Primonumero.it - Notizie da Termoli Campobasso Molise

Patriciello accende i motori per tornare a Bruxelles: “In Europa per dare risposte concrete al Sud”

Da Vinchiaturo l'avvio della campagna elettorale dell'eurodeputato venafrano che da 15 anni siede sugli scranni dell'Europarlamento. Nella sua agenda priorità al Mezzogiorno e alle piccole imprese del Sud, poi la frecciatina al Movimento 5 Stelle: "I giovani non vogliono il reddito di cittadinanza, vogliono lavoro".

Far parte del Parlamento europeo per il quarto mandato con un obiettivo: “Dare risposte vere e concrete al mondo imprenditoriale e al Sud che ha bisogno di lavoro, non di reddito di cittadinanza”. Aldo Patriciello scandisce queste parole alla convention di Vinchiaturo dove apre la sua campagna elettorale.
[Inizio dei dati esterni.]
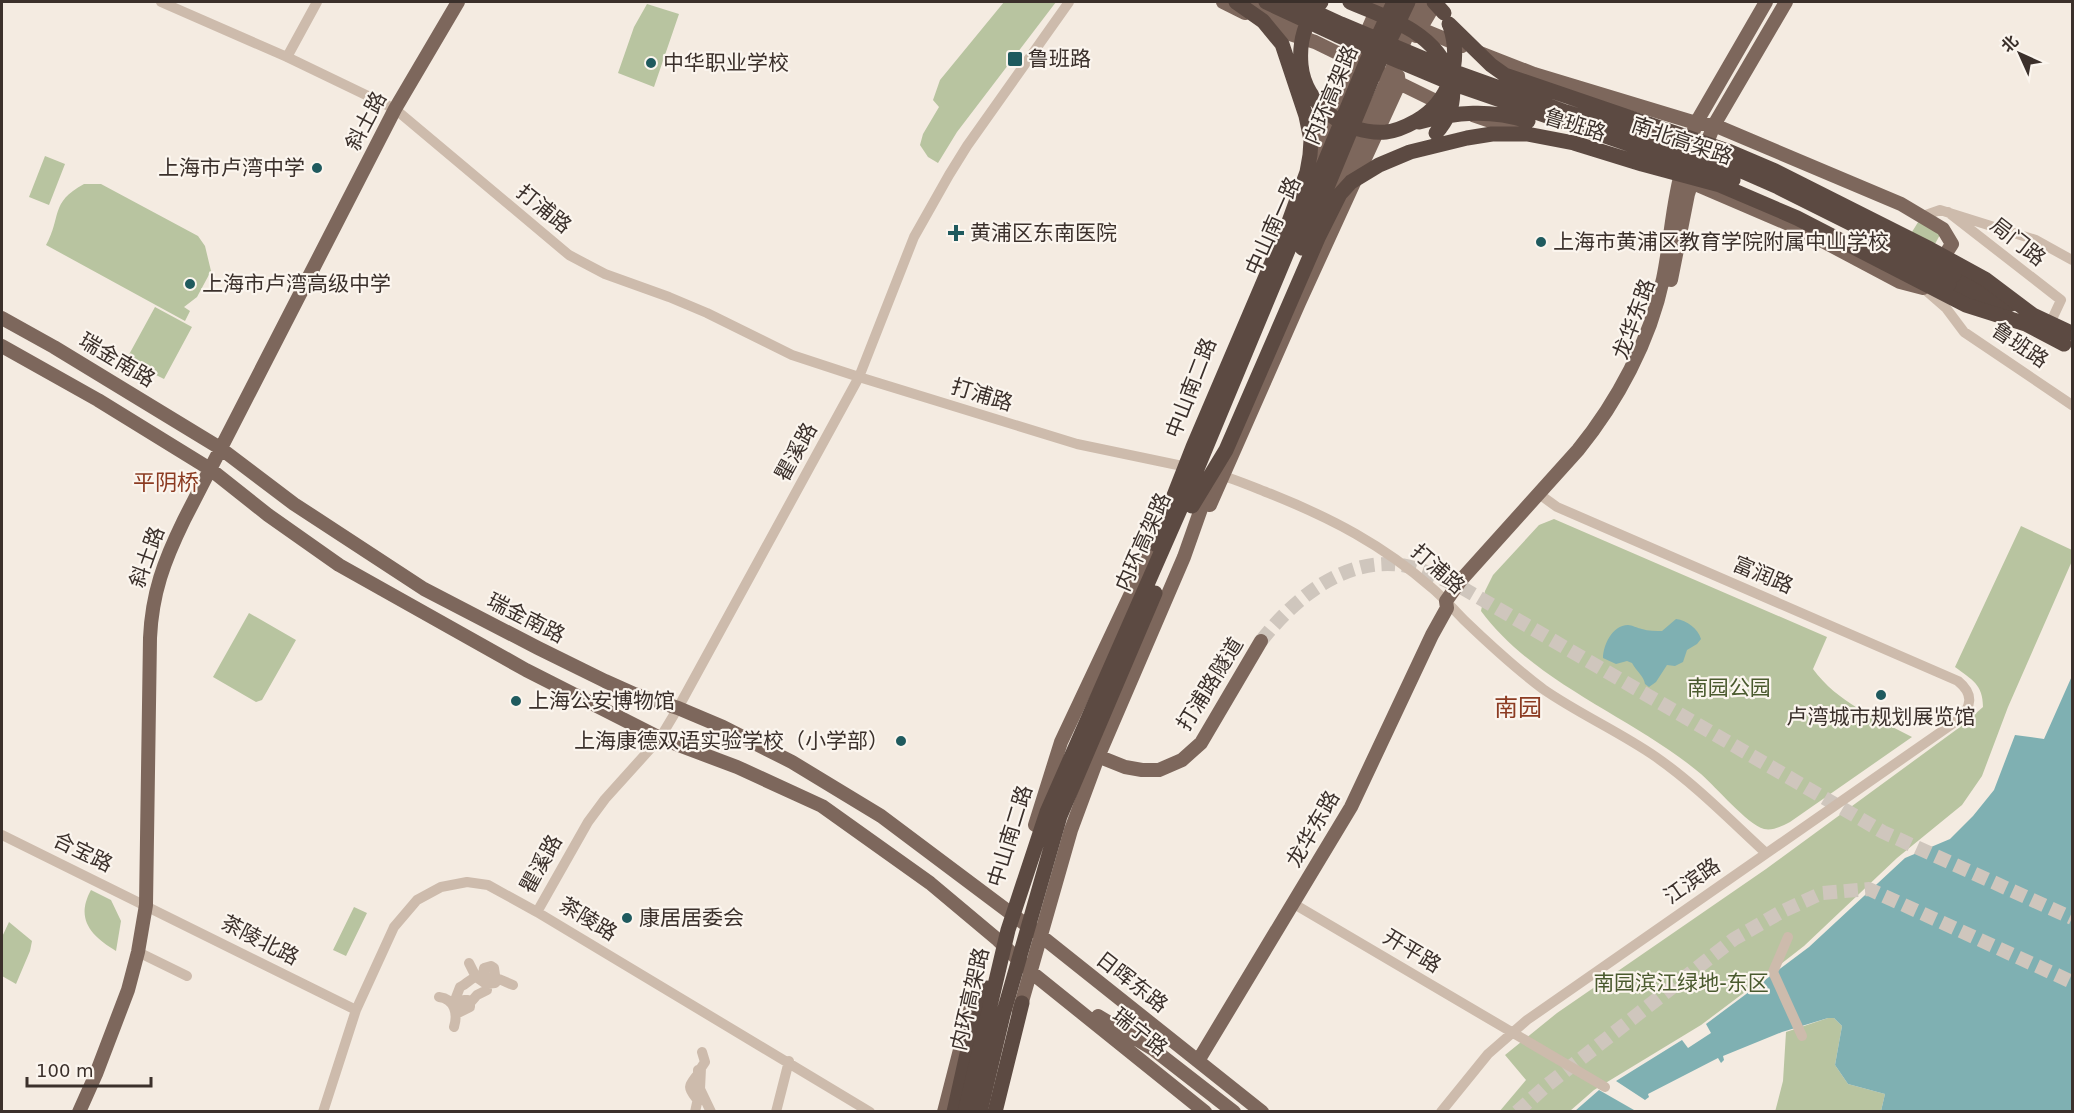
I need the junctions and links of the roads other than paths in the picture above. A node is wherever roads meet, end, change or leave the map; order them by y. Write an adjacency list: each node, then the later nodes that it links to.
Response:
1 (161, 2): 23 (street, 打浦路)
2 (317, 2): 23 (street)
3 (458, 2): 28 (main road, 斜土路)
4 (1069, 2): 49 (street, 瞿溪路)
5 (1222, 2): 21 (main road)
6 (1236, 2): 22 (highway, bridge)
7 (1250, 2): 21 (main road)
8 (1266, 2): 44 (highway, 南北高架路, bridge)
9 (1293, 2): 44 (highway, 南北高架路, bridge)
10 (1321, 2): 25 (highway, bridge)
11 (1338, 2): 19 (main road, 鲁班路)
12 (1350, 2): 35 (highway, bridge)
13 (1392, 2): 19 (main road); 59 (highway, 内环高架路, bridge)
14 (1408, 2): 56 (highway, 内环高架路, bridge)
15 (1422, 2): 20 (main road)
16 (1766, 2): 31 (main road, 龙华东路)
17 (1786, 2): 32 (main road, 龙华东路)
18 (1441, 8): 20 (main road); 33 (highway, bridge); 44 (highway, bridge)
19 (1380, 9): 20 (main road, 鲁班路); 24 (main road, 中山南二路)
20 (1413, 31): 24 (main road); 26 (main road); 31 (main road, 鲁班路)
21 (1315, 42): 24 (main road)
22 (1282, 44): 25 (highway, bridge); 29 (highway, bridge)
23 (287, 57): 28 (street, 打浦路)
24 (1364, 58): 26 (main road, 鲁班路); 27 (main road, 中山南二路); 34 (main road, 中山南一路)
25 (1303, 74): 29 (highway, bridge); 33 (highway, bridge)
26 (1394, 81): 30 (main road); 36 (main road); 37 (main road, 鲁班路)
27 (1344, 86): 34 (main road); 52 (main road, 中山南二路)
28 (395, 109): 49 (street, 打浦路); 51 (main road, 斜土路)
29 (1306, 116): 59 (highway, bridge)
30 (1383, 119): 36 (main road); 54 (main road)
31 (1696, 123): 32 (main road, 鲁班路); 37 (main road, 龙华东路)
32 (1714, 125): 37 (main road, 龙华东路); 40 (main road, 鲁班路)
33 (1407, 126): 38 (highway, bridge)
34 (1334, 140): 52 (main road, 中山南一路)
35 (1410, 152): 38 (highway, bridge); 56 (highway, bridge)
36 (1352, 159): 54 (main road)
37 (1685, 181): 42 (main road, 鲁班路); 55 (main road, 龙华东路)
38 (1720, 185): 44 (highway, bridge)
39 (1948, 212): 40 (street); 41 (street); 46 (street, 局门路)
40 (1923, 216): 42 (main road, 鲁班路)
41 (2073, 260)
42 (1923, 288): 46 (street, 鲁班路); 50 (street, 鲁班路)
43 (2, 318): 51 (main road, 瑞金南路)
44 (2030, 319): 45 (highway, 南北高架路, bridge); 48 (highway, 南北高架路, bridge)
45 (2073, 334)
46 (2043, 337)
47 (2, 346): 53 (main road, 瑞金南路)
48 (2073, 349)
49 (859, 377): 52 (street, 打浦路); 61 (street, 瞿溪路)
50 (2073, 405)
51 (220, 448): 53 (main road, 斜土路); 61 (main road, 瑞金南路)
52 (1191, 468): 54 (street, 打浦路); 63 (main road, 中山南二路)
53 (210, 469): 62 (main road, 瑞金南路); 68 (main road, 斜土路)
54 (1219, 475): 57 (street, 打浦路); 64 (main road)
55 (1542, 497): 57 (main road, 龙华东路); 60 (street, 富润路)
56 (1192, 506): 106 (highway, 内环高架路, bridge)
57 (1448, 605): 66 (street, 打浦路); 67 (main road, 龙华东路)
58 (1262, 641): 64 (main road, 打浦路隧道)
59 (1121, 643): 105 (highway, 内环高架路, bridge)
60 (1969, 693): 66 (street, 江滨路)
61 (678, 708): 62 (street, 瞿溪路); 70 (main road, 瑞金南路)
62 (660, 738): 69 (street, 瞿溪路); 73 (main road, 瑞金南路)
63 (1061, 742): 64 (main road, 打浦路隧道); 70 (main road, 中山南二路)
64 (1098, 757): 71 (main road)
65 (2, 835): 68 (street, 合宝路)
66 (1766, 854): 89 (street, 江滨路)
67 (1294, 904): 89 (street, 开平路); 92 (main road, 龙华东路)
68 (146, 905): 74 (main road, 斜土路); 87 (street, 茶陵北路)
69 (537, 912): 87 (street, 茶陵路); 93 (street, 茶陵路)
70 (1008, 912): 71 (main road, 瑞金南路); 73 (main road, 中山南二路)
71 (1041, 936): 76 (main road); 92 (main road, 日晖东路)
72 (1788, 937): 90 (street)
73 (998, 940): 76 (main road, 瑞金南路); 79 (main road, 中山南二路)
74 (138, 952): 77 (street); 97 (main road, 斜土路)
75 (469, 963): 78 (street)
76 (1031, 972): 82 (main road); 85 (main road)
77 (187, 976)
78 (488, 978): 80 (street); 81 (street); 86 (street)
79 (988, 984): 103 (main road, 中山南二路); 104 (highway); 105 (main road, 中山南二路)
80 (466, 985): 84 (street); 86 (street)
81 (513, 985)
82 (1048, 985): 108 (main road, 瑞宁路); 109 (main road)
83 (440, 997): 84 (street)
84 (451, 1002): 86 (street)
85 (1022, 1003): 96 (highway); 107 (main road)
86 (466, 1006): 88 (street)
87 (356, 1010): 98 (street, 茶陵路)
88 (454, 1027)
89 (1511, 1032): 94 (street, 开平路); 112 (street, 江滨路)
90 (1802, 1036)
91 (702, 1053): 95 (street)
92 (1198, 1061): 110 (main road, 日晖东路); 111 (main road, 日晖东路)
93 (789, 1062): 101 (street); 102 (street, 茶陵路)
94 (1605, 1087)
95 (698, 1094): 99 (street); 100 (street)
96 (994, 1111)
97 (79, 1112)
98 (323, 1112)
99 (695, 1112)
100 (711, 1112)
101 (776, 1112)
102 (870, 1112)
103 (944, 1112)
104 (954, 1112)
105 (963, 1112)
106 (980, 1112)
107 (1002, 1112)
108 (1205, 1112)
109 (1234, 1112)
110 (1248, 1112)
111 (1262, 1112)
112 (1441, 1112)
E’ la stessa location scelta 15 anni fa: era il 2004 e lui si preparava a spiccare il ‘volo’ in Europa.

Sarà ai nastri di partenza anche questa volta, candidato nelle liste di Forza Italia (capolista Silvio Berlusconi) per le elezioni del prossimo 26 maggio.
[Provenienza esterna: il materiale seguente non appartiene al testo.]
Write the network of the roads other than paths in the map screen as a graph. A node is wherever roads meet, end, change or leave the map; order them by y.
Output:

Sono l’unico che sta facendo un tour a contatto con la gente, girando in lungo e in largo”, rivendica Patriciello davanti ad un parterre stracolmo. Il classico ‘bagno di folla’, si potrebbe dire utilizzando un’espressione molto in voga. In prima fila gli esponenti più importanti del centrodestra: dal governatore Donato Toma all’onorevole Anna Elsa Tartaglione fino al capo di palazzo D’Aimmo Salvatore Micone. E ancora: l’assessore Vincenzo Cotugno, i consiglieri regionali Nico Romagnuolo, Filomena Calenda, Paola Matteo. C’è pure Gaspero Di Lisa, presidente dell’Associazione degli ex consiglieri regionali. In sala pure i candidati sindaci di Campobasso e Termoli, Maria Domenica D’Alessandro e Francesco Roberti.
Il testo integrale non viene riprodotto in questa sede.